Search the listing below, and show each line that includes the word "main".
== Material for this exercise ==
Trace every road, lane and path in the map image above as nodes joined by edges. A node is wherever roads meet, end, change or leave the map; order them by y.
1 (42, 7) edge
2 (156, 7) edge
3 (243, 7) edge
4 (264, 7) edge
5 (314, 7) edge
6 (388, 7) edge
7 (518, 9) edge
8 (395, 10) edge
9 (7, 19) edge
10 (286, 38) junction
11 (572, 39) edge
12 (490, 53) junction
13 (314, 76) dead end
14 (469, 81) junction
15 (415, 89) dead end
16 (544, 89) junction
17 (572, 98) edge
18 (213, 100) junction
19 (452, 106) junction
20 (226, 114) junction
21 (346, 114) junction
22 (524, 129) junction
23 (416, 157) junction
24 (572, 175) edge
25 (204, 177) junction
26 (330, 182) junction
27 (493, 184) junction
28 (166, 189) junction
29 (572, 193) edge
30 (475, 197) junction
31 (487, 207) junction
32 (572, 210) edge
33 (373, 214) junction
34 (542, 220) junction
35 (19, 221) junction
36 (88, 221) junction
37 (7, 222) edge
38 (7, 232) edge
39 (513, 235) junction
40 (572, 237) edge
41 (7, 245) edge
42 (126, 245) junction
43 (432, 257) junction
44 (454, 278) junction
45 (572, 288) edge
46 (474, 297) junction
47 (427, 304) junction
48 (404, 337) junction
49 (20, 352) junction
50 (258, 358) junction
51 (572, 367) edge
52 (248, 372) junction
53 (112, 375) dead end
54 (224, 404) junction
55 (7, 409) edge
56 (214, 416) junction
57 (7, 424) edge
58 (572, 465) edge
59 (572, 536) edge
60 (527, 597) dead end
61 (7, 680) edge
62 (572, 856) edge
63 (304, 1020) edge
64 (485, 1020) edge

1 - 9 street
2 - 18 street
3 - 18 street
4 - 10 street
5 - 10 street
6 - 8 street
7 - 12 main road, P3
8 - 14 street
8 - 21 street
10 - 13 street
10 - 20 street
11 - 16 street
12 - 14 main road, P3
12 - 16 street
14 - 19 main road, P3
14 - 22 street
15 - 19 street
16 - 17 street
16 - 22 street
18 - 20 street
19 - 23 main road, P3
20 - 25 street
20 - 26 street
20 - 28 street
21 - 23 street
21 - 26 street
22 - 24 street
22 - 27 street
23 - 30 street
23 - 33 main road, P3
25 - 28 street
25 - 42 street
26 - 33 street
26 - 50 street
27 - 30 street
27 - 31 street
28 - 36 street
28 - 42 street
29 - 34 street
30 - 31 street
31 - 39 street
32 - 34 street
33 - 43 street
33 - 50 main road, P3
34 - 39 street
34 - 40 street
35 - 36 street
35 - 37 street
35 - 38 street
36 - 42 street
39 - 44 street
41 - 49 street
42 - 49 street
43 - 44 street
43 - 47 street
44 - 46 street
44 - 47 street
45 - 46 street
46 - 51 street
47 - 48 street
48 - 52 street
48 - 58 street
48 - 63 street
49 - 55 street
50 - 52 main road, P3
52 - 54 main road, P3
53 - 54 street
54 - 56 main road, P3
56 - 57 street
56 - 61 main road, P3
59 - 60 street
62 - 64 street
===
### Answer section
7 - 12 main road, P3
12 - 14 main road, P3
14 - 19 main road, P3
19 - 23 main road, P3
23 - 33 main road, P3
33 - 50 main road, P3
50 - 52 main road, P3
52 - 54 main road, P3
54 - 56 main road, P3
56 - 61 main road, P3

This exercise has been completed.